Kann man virtuellen Geräten nicht eine VID:PID verpassen. Diese müssen halt ein kompatibles Interface vorweisen und die Komandos über einen Übersetzungsmechanismus an die Konkrete JTAG-Hardware weiterleiten. Wenn eine Software gerade einen Virtuellen Adapter benutzt sind die anderen halt Busy und können nicht geöffnet werden.
uwe schrieb: > Kann man virtuellen Geräten nicht eine VID:PID verpassen. Geht das jetzt nicht langsam in Richtung kompletter Overkill? Was ist denn gewonnen, wenn man so ein Softwaremonster verwendet? Wer unter uns arbeitet ständig mit mehreren unterschiedlichen Prozessor- oder FPGA-/CPLD-Architekturen, daß er zig unterschiedliche Programmier- resp. JTAG-Adapter benötigt? Ansonsten: Ein Ansatz, um so etwas hinzubekommen, wäre die Verwendung eines USB-over-IP-Treibers, der statt mit einem per Netzwerk entfernt angebundenem USB-Device-Server mit virtuell angebundenen USB-Devices arbeitet. Die erforderlichen Treiber ließen sich beispielsweise hiervon http://usbip.sourceforge.net/ ableiten.
uwe schrieb: > Kann man virtuellen Geräten nicht eine VID:PID verpassen. USB Specs mal überflogen? VID:PID gibts nur pro Device. Interfaces ("Virtuelle Geräte") laufen alle mit derselben VID:PID des Geräts.
Rufus Τ. F. schrieb: > Geht das jetzt nicht langsam in Richtung kompletter Overkill? > > Was ist denn gewonnen, wenn man so ein Softwaremonster verwendet Nix, zumal OpenOCD mit einem FTDI basierten JTAG Adapter genau das schon tut. Nur untersützt OpenOCD halt nicht alle möglichen µCs, sondern nur die mit offenen Specs oder die wo der Hersteller das selbst einprogrammiert - was vermutlich so gut wie niemand getan hat. Außerdem ist JTAG extern in Hardware oft schneller weil weniger Daten über den USB Bus müssen.
Jim M. schrieb: > uwe schrieb: >> Kann man virtuellen Geräten nicht eine VID:PID verpassen. > > USB Specs mal überflogen? VID:PID gibts nur pro Device. Interfaces > ("Virtuelle Geräte") laufen alle mit derselben VID:PID des Geräts. Jaaa, aber was wenn das Gerät einen Hub simulierte? Da könnte es beliebige Geräte am Downstream erscheinen und verschwinden lassen, oder?
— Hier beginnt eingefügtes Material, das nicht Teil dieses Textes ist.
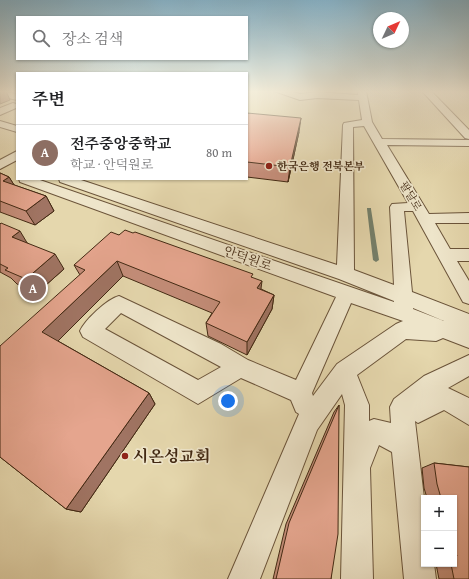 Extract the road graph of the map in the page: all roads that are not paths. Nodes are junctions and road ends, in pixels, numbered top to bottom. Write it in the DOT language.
graph roads {
  1 [pos="0,118"];
  2 [pos="366,118"];
  3 [pos="451,118"];
  4 [pos="16,122"];
  5 [pos="367,122"];
  6 [pos="0,124"];
  7 [pos="16,129"];
  8 [pos="469,136"];
  9 [pos="379,142"];
  10 [pos="469,143"];
  11 [pos="7,162"];
  12 [pos="16,175"];
  13 [pos="29,180"];
  14 [pos="68,180"];
  15 [pos="421,213"];
  16 [pos="469,218"];
  17 [pos="446,255"];
  18 [pos="469,255"];
  19 [pos="345,284"];
  20 [pos="404,297"];
  21 [pos="469,297"];
  22 [pos="404,322"];
  23 [pos="469,322"];
  24 [pos="463,334"];
  25 [pos="469,365"];
  26 [pos="240,367"];
  27 [pos="345,371"];
  28 [pos="301,393"];
  29 [pos="408,402"];
  30 [pos="469,413"];
  31 [pos="308,422"];
  32 [pos="404,446"];
  33 [pos="358,467"];
  34 [pos="244,579"];
  35 [pos="357,579"];
  36 [pos="420,579"];
  1 -- 4 [label="street"];
  2 -- 5 [label="street, 팔달로"];
  3 -- 8 [label="street"];
  5 -- 9 [label="street, 팔달로"];
  5 -- 19 [label="street"];
  6 -- 7 [label="street"];
  9 -- 10 [label="street"];
  9 -- 15 [label="street, 팔달로"];
  11 -- 12 [label="street"];
  13 -- 19 [label="street, 안덕원로"];
  14 -- 19 [label="street, 안덕원로"];
  15 -- 16 [label="street"];
  15 -- 17 [label="street, 팔달로"];
  15 -- 20 [label="street"];
  17 -- 18 [label="street"];
  17 -- 21 [label="street, 팔달로"];
  19 -- 20 [label="street, 안덕원로"];
  19 -- 22 [label="street, 안덕원로"];
  19 -- 28 [label="street"];
  20 -- 22 [label="street"];
  20 -- 23 [label="street, 안덕원로"];
  22 -- 24 [label="street, 안덕원로"];
  22 -- 27 [label="street"];
  25 -- 29 [label="street"];
  26 -- 26 [label="street"];
  26 -- 28 [label="street"];
  27 -- 31 [label="street"];
  27 -- 33 [label="street"];
  28 -- 31 [label="street"];
  29 -- 30 [label="street"];
  29 -- 32 [label="street"];
  31 -- 34 [label="street"];
  32 -- 33 [label="street"];
  32 -- 36 [label="street"];
  33 -- 35 [label="street"];
} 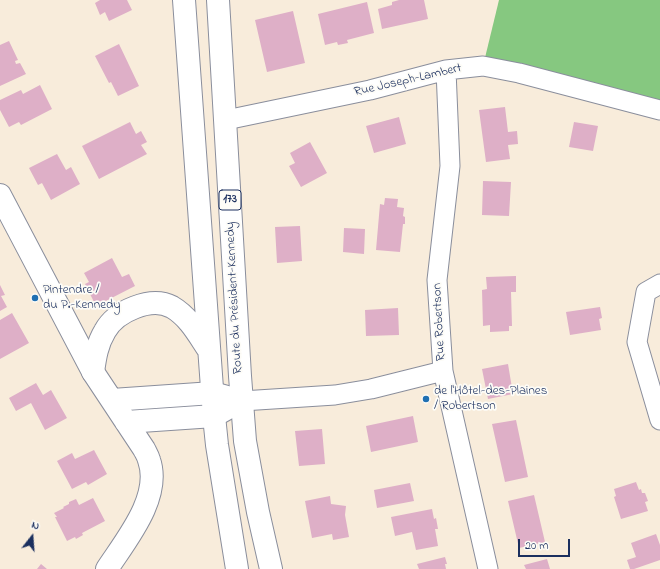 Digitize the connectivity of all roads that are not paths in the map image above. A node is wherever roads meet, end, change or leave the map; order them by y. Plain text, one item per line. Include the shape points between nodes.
1 (184, 0) edge
2 (218, 0) edge
3 (446, 70) junction
4 (660, 110) edge
5 (226, 120) junction
6 (0, 195) edge
7 (660, 284) edge
8 (210, 351) junction
9 (443, 371) junction
10 (93, 372) junction
11 (213, 393) junction
12 (112, 400) junction
13 (242, 400) junction
14 (214, 416) junction
15 (660, 420) edge
16 (126, 422) junction
17 (107, 569) edge
18 (237, 569) edge
19 (271, 569) edge
20 (488, 569) edge

1 - 8 main road
2 - 5 main road, Route du Président-Kennedy / 173
3 - 4 street, Rue Joseph-Lambert via 483,66 519,72
3 - 5 street, Rue Joseph-Lambert via 370,90
3 - 9 street, Rue Robertson via 450,166 437,280
5 - 13 main road, Route du Président-Kennedy / 173
6 - 10 main road
7 - 15 street via 646,292 637,342
8 - 10 main road via 181,313 162,304 151,304 135,307 117,317 106,329 100,340
8 - 11 main road
9 - 13 street via 335,395
9 - 20 street, Rue Robertson
10 - 12 main road
11 - 12 main road
11 - 13 main road
11 - 14 main road
12 - 16 main road
13 - 14 main road
13 - 19 main road, Route du Président-Kennedy / 173 via 245,441
14 - 16 main road
14 - 18 main road
16 - 17 main road via 150,461 152,480 142,514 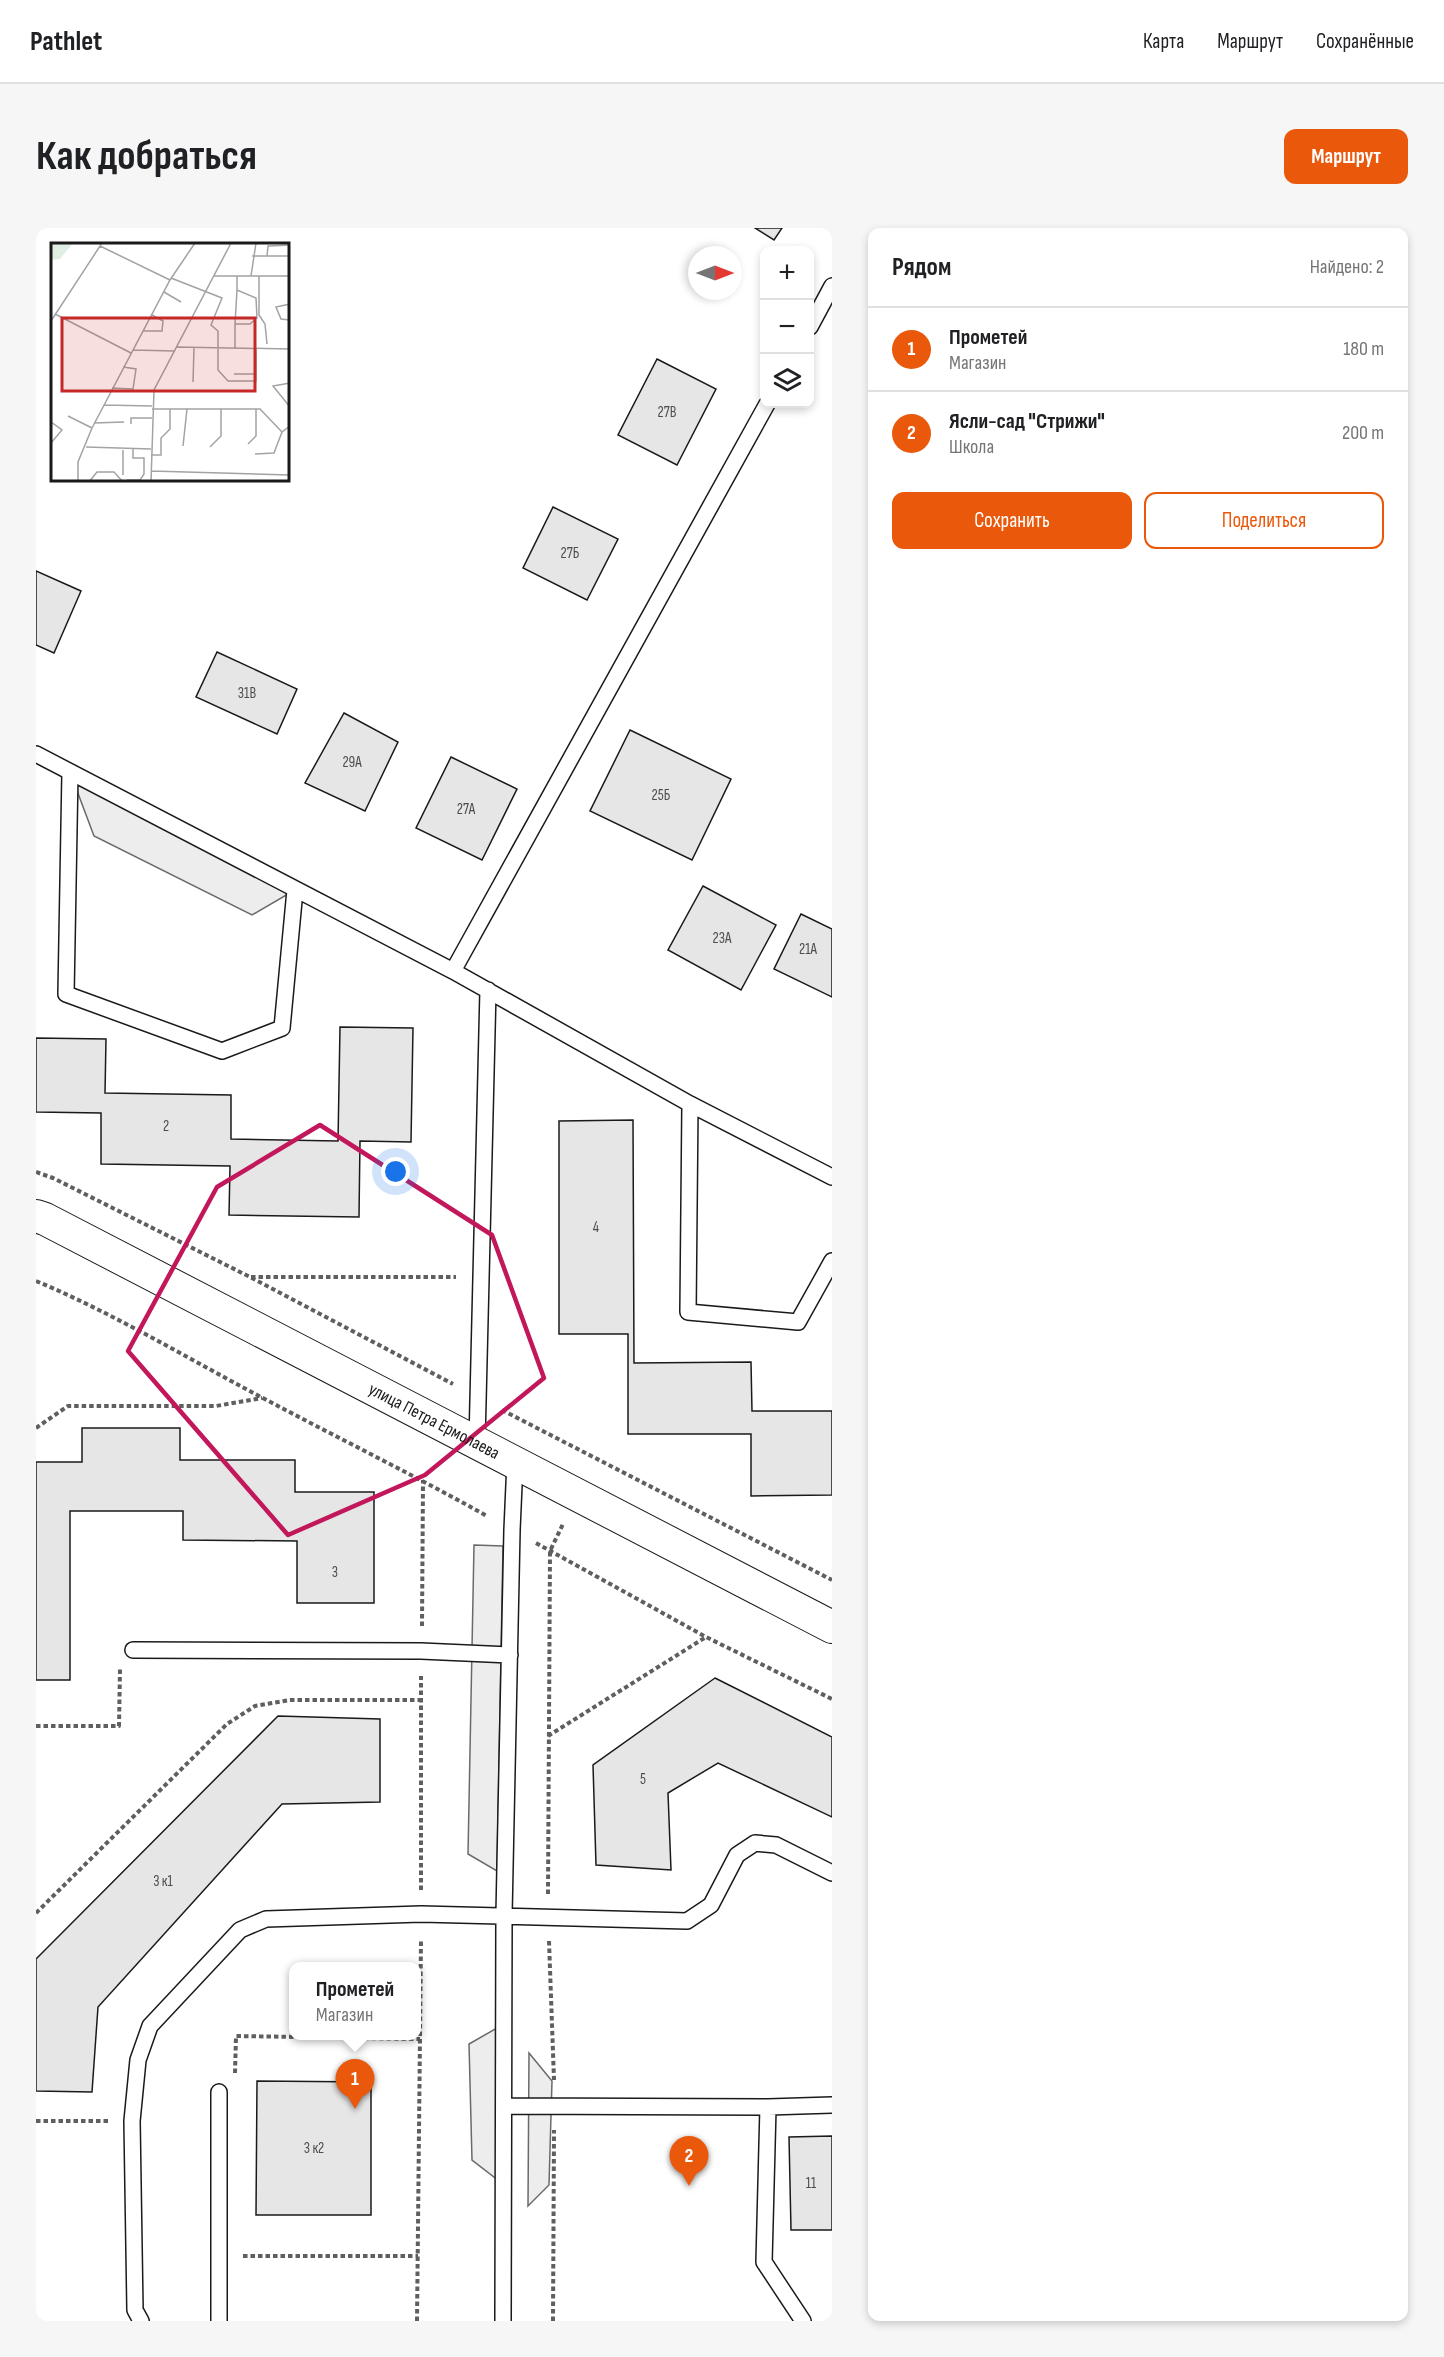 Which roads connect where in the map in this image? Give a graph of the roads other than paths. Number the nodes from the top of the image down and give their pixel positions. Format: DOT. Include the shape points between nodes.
graph roads {
  1 [pos="832,286"];
  2 [pos="814,320"];
  3 [pos="765,408"];
  4 [pos="36,754"];
  5 [pos="70,772"];
  6 [pos="295,890"];
  7 [pos="453,970"];
  8 [pos="488,990"];
  9 [pos="690,1104"];
  10 [pos="832,1178"];
  11 [pos="36,1216"];
  12 [pos="832,1262"];
  13 [pos="477,1442"];
  14 [pos="515,1462"];
  15 [pos="832,1627"];
  16 [pos="133,1650"];
  17 [pos="510,1655"];
  18 [pos="832,1873"];
  19 [pos="504,1915"];
  20 [pos="219,2092"];
  21 [pos="832,2105"];
  22 [pos="504,2106"];
  23 [pos="768,2107"];
  24 [pos="141,2321"];
  25 [pos="219,2321"];
  26 [pos="503,2321"];
  27 [pos="803,2321"];
  1 -- 2 [label="lane"];
  3 -- 7 [label="lane"];
  4 -- 5 [label="lane"];
  5 -- 6 [label="lane"];
  5 -- 6 [label="lane" via="66,994 222,1051 282,1028"];
  6 -- 7 [label="lane"];
  7 -- 8 [label="lane"];
  8 -- 9 [label="lane"];
  8 -- 13 [label="lane"];
  9 -- 10 [label="lane"];
  9 -- 12 [label="lane" via="688,1312 798,1322"];
  11 -- 13 [label="street, улица Петра Ермолаева"];
  13 -- 14 [label="street, улица Петра Ермолаева"];
  14 -- 15 [label="street, улица Петра Ермолаева"];
  14 -- 17 [label="lane"];
  16 -- 17 [label="lane"];
  17 -- 19 [label="lane"];
  18 -- 19 [label="lane" via="776,1845 755,1843 737,1855 711,1905 687,1922"];
  19 -- 22 [label="lane"];
  19 -- 24 [label="lane" via="266,1919 240,1930 150,2026 138,2060 132,2121 135,2310"];
  20 -- 25 [label="lane"];
  21 -- 23 [label="lane"];
  22 -- 23 [label="lane"];
  22 -- 26 [label="lane"];
  23 -- 27 [label="lane" via="764,2262"];
}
Luther B. schrieb: >> USB Specs mal überflogen? VID:PID gibts nur pro Device. Interfaces >> ("Virtuelle Geräte") laufen alle mit derselben VID:PID des Geräts. > > Jaaa, aber was wenn das Gerät einen Hub simulierte? Da könnte es > beliebige Geräte am Downstream erscheinen und verschwinden lassen, oder? Solche Geräte sind zumindest mir in der Praxis nicht bekannt. Was es aber gibt sind µCs mit mehr als einer USB Schnittstelle, da bräuchte es nur einen billigen USB Hub Chip zusätzlich. Der Software Entwicklungsaufwand wäre aber astronomisch. Da würde man IMO in derselben Größenordnung wie OpenOCD landen, schau Dir da mal den Umfang des Quellcodes an. Und einige Hersteller dürften ihre Specs nichtmal unter NDA rausrücken.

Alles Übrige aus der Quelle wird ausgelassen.